Comenzaba a haber ya pequeños altercados entre indígenas e invasores, que eran sofocados por el Séptimo de Caballería al mando del general Custer.

Esta era la situación cuando Kid Antrim acompañó a su patrón a las Colinas Negras, un estado de preguerra con algún que otro tiroteo.

Cuando las contempló se dijo que, de ser indio, él también lucharía por ellas. Eran el paraíso. Gran parte de las Colinas era un bosque de pinos; otras, grandes prados de montaña con exuberantes pastos; había una sabana seca de pinos, arbustos y enebros. En los arroyos abundaban las truchas; en los bosques y praderas, bisontes, venados, berrendos, borregos cimarrones, pumas, martas, ardillas, marmotas y aves que únicamente se encontraban en aquel territorio.

Sí, él también las defendería, porque a pesar de sus pocos años veía claramente el robo del que eran víctimas los siouxs.

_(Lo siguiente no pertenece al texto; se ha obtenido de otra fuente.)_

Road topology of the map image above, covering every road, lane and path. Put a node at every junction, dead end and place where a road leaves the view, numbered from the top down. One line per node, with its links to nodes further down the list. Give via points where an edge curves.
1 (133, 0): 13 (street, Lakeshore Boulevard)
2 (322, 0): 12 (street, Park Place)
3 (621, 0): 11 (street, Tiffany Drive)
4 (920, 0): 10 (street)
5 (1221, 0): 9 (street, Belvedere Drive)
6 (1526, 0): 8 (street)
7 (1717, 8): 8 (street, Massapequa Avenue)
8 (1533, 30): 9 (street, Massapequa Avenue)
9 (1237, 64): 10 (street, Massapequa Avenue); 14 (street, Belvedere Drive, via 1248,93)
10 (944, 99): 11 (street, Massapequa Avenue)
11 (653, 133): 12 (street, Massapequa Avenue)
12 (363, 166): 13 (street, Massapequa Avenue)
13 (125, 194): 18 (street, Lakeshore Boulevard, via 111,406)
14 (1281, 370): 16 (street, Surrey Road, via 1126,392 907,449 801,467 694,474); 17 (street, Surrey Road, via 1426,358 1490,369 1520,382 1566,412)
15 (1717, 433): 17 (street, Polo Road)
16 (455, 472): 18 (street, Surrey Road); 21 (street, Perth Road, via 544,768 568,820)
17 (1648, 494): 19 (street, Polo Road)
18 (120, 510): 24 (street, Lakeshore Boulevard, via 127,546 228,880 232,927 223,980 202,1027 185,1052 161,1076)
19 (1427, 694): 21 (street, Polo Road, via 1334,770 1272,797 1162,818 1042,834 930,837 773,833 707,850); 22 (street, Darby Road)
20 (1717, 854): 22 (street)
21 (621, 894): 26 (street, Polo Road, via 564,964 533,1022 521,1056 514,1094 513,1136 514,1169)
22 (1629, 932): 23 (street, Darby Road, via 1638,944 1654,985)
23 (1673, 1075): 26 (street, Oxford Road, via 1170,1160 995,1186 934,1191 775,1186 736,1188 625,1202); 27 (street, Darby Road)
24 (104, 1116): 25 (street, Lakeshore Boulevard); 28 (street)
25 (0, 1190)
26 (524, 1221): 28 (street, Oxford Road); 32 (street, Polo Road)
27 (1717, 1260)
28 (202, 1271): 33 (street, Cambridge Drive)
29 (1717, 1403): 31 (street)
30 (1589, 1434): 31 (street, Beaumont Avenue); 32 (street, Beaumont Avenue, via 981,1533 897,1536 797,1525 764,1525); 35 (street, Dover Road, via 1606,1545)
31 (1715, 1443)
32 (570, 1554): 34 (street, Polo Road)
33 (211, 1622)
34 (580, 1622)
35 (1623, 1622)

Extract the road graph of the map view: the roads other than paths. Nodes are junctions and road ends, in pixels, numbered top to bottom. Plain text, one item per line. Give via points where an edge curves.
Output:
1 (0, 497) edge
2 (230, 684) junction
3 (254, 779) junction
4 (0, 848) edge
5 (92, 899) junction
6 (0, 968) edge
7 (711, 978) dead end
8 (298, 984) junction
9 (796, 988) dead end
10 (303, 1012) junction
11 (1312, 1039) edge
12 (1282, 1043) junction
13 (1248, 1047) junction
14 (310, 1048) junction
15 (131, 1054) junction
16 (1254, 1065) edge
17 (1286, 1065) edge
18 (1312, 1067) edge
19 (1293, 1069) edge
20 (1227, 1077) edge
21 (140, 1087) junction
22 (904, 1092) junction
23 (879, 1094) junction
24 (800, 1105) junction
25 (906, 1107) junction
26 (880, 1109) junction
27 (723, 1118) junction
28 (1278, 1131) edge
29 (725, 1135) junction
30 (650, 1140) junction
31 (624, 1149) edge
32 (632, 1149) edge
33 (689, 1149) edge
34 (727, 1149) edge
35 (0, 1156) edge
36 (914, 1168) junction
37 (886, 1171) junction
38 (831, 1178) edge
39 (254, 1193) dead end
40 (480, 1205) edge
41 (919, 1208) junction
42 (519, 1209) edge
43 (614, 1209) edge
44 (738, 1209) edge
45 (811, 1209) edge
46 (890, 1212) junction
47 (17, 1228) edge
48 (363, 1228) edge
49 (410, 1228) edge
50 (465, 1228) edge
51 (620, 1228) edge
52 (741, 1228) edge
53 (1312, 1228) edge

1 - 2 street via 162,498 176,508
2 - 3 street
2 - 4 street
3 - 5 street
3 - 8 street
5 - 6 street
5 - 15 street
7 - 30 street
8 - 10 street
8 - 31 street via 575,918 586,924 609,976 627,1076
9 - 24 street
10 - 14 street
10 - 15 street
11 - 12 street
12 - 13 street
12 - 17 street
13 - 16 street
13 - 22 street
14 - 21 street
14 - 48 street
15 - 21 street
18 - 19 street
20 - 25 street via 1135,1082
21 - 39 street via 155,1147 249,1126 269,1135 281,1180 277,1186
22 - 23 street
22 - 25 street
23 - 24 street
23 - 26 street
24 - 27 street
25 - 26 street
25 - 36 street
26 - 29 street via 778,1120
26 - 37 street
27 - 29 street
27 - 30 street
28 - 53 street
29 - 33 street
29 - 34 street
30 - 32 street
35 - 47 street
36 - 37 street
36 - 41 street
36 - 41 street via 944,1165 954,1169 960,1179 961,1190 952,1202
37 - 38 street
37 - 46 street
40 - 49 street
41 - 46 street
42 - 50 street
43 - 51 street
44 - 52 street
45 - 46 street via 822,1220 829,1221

Empezó a sentirse incómodo, así que tan pronto pudo pidió la cuenta y se fue. Barloventeando sólo se detenía para ganarse la vida en alguno de los ranchos que empezaban a aparecer, trabajaba por cama y comida y luego proseguía su camino. En uno de ellos, tras domar un potro, se le acercó un hombre que dijo llamarse Mountain Bill y le propuso hacer sociedad y que se ganarían la vida apostando en las domas de caballos y participando en carreras.

Sonaba interesante y a su edad estaba abierto a la aventura. Aceptó, pero no fue un gran negocio. Lograba mantenerse en casi todos los broncos en los que se montaba, pero no así las carreras que se realizaban en arenas, corrales, ranchos y campo abierto.

En ocasiones se cruzaban con pieles rojas, pero excepto con los lakota, que desconfiaban de los blancos, no tuvieron ningún problema con los cheyennes y arapahoes. Mountain Bill se entendía fácilmente con ellos y pronto hicieron buenas migas con el amigable Kid. El muchacho cabalgó con alguno de ellos y, durante los cuatro meses que convivieron, Billy aprendió de aquellos indios más de lo que hubiera aprendido de seguir con su padre. Montó con una sola vuelta de cincha, con cincha de dos manos, con silla lisa, sin silla, sin cuerda de estrangulación, a pelo… Si hasta entonces se había considerado un buen jinete, ahora se veía como un experto gracias a los nativos.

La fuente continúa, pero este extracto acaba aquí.